Riguardo l’aborto il governo si gioca molta credibilità, visto che era uno degli obiettivi dichiarati in campagna elettorale ma, dopo l’approvazione alla camera della legge che permette l’interruzione di gravidanza fino alla quattordicesima settimana di gestazione, avvenuta lo scorso 11 dicembre, la strada sembra abbastanza spianata per l’approvazione definitiva da parte del Senato, forse addirittura entro fine anno.

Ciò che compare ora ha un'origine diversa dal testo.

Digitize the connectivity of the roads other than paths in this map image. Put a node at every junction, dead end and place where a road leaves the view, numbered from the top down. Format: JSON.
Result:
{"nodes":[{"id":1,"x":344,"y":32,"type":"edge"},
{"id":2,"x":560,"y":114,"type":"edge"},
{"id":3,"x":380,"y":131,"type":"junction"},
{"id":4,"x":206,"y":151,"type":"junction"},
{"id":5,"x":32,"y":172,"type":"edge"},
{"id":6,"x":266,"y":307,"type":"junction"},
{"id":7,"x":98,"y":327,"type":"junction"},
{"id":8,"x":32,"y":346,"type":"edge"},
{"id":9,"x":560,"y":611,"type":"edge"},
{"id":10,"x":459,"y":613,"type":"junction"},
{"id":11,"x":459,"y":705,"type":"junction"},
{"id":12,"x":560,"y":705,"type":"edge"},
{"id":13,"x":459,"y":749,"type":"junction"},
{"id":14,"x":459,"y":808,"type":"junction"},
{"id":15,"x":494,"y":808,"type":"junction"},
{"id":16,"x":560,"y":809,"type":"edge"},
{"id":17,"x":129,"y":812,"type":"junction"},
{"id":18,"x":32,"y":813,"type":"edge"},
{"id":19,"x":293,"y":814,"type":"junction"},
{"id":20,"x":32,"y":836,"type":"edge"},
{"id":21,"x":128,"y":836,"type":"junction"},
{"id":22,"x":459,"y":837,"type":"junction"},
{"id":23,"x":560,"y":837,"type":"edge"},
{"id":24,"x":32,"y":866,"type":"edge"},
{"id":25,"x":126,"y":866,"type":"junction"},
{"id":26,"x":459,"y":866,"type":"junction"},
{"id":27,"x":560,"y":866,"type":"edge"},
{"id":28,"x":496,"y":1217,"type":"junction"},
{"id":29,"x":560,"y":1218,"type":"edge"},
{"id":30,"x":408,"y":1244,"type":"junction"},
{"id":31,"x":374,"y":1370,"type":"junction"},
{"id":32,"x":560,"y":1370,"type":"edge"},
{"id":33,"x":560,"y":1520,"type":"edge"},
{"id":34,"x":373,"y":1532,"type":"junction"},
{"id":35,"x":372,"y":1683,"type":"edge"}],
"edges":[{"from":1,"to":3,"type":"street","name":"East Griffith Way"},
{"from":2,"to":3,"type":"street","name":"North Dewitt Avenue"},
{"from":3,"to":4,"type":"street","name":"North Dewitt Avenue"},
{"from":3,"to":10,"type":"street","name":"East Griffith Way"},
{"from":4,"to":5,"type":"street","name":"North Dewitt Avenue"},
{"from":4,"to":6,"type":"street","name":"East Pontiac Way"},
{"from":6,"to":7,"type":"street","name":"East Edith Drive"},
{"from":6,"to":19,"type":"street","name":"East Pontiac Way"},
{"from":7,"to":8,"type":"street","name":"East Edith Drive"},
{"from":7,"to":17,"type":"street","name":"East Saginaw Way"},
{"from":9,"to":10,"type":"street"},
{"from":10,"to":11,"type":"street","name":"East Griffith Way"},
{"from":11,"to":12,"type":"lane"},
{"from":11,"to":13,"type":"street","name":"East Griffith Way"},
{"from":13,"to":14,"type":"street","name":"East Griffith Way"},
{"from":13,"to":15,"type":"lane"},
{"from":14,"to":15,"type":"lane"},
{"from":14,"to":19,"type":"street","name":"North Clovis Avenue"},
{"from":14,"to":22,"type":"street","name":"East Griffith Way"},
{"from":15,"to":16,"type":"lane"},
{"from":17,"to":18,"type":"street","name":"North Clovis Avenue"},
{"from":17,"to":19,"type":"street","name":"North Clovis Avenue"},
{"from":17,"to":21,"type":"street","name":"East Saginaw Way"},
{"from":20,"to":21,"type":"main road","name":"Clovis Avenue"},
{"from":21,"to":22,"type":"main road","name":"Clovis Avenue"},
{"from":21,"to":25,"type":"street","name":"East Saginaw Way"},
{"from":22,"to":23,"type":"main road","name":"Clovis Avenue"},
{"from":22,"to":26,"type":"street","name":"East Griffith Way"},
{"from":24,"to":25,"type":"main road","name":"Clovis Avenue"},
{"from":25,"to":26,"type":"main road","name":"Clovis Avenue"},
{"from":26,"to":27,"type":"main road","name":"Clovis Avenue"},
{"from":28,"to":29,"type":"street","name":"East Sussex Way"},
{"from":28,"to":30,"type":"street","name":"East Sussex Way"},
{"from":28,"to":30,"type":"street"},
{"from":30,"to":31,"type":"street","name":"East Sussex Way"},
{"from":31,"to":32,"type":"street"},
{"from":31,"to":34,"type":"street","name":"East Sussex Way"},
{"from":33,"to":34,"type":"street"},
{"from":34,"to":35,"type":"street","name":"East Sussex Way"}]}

Il governo ha dimostrato compattezza anche con l’approvazione delle legge patrimoniale che andrà a colpire circa 15mila contribuenti e che dovrebbe assicurare un gettito di circa 3 miliardi di euro (1,1% del pil) con destinazioni già indicate dalla legge: il 20% per acquisto di attrezzature mediche e ospedaliere, il 20% per finanziamenti delle imprese, un altro 20% da destinarsi alle borse di studio, il 15% allo sviluppo di edilizia popolare e il rimanente 25% al finanziamento di progetti di esplorazione e sviluppo del gas.
A gennaio il governo sarà valutato anche per come gestirà il piano di vaccinazione di massa, che ci si augura porti perlomeno ad un rallentamento della pandemia e ad una ripresa dell’economia.
In sostanza al momento il giudizio sul governo di Fernandez è sospeso in attesa di un ritorno alla normalità.